平和こそ生活の原点 日本国憲法Q&A(1)――憲法とは?

  • 国民主権
    国の政治のあり方を最終的に決める力は、国民にあるということです。私たち国民一人ひとりが政治の主役なのです。ですから、国民の意思がどれだけ現実の政治に反映されているかどうか――私たちは、しっかりと見極める眼を持たねばならないのです。
  • 基本的人権の尊重
    人は、生まれながらにして、人であるがゆえに、侵されることのない権利を持っています。これが基本的人権です。つまり、あなたも私も、誰もが自分の生命が大切にされ、自由が保障され、幸福な生活を求めることができるということです。
  • 平和主義
    人を殺してはならない、自然環境や社会環境、文化伝統を破壊してはならない。戦争の被害者にも加害者にもなってはならない。世界のいずれの国とも友好関係を保って、争いごとは武器ではなく、話し合いで解決していかねばならないということです。

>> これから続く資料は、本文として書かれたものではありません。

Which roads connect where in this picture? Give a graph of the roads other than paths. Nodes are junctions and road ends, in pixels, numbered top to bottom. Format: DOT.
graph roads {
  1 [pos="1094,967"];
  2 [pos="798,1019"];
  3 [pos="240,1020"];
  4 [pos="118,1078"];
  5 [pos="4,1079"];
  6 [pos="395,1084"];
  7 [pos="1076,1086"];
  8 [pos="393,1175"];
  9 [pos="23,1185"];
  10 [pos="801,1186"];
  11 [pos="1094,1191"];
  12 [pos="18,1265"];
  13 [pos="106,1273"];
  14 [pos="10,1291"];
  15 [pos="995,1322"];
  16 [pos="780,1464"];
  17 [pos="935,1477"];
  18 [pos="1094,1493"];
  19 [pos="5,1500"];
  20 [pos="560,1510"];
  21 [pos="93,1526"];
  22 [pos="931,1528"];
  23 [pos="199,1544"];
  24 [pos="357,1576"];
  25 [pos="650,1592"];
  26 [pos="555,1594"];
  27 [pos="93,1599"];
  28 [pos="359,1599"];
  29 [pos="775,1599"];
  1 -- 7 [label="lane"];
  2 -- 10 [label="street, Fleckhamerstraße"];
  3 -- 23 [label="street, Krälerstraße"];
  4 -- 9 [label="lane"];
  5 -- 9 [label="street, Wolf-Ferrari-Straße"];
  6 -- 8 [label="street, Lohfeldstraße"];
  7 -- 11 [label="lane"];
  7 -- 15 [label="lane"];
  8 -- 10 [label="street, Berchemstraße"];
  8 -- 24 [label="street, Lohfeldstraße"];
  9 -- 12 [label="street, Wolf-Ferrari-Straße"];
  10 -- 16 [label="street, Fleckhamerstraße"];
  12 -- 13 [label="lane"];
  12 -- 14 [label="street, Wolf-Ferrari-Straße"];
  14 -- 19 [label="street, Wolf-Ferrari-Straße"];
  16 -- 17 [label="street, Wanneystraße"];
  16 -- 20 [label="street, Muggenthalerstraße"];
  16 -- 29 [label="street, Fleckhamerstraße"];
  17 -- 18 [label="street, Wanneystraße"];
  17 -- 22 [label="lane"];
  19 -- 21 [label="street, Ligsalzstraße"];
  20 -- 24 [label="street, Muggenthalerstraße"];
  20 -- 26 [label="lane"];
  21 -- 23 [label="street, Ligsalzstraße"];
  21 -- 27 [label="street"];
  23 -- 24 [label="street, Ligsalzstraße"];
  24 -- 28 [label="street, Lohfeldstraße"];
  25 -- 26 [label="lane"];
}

日本という国家は、日本国憲法のこの三つの原則を「大もと」にし、それに基づいてさまざまな法律がつくられ、政治がおこなわれているのです。

ところで、私たちの憲法はどのようにしてつくられたのでしょうか。それは、第二次世界大戦で亡くなられた数千万人という尊い犠牲と、二度と戦争という過ちをおかしてはならないという誓いから始まりました。その懺悔の証しとして日本国憲法がつくられたことを、私たちは決して忘れてはなりません。

歴史の犠牲となった多くの死者たちの霊を慰め、その思いを生かす道は、私たちの憲法に定められた「大もと」をいかに守り抜いていくかにかかっているのです。もし私たちが道を誤れば、戦争犠牲者として亡くなられたこれらの人たちが、「二度」死ぬことになることを心に銘じておかねばなりません。私たちは、まさに「再び戦争の惨禍が起ることのない」(日本国憲法前文)ように努めなければならないのです。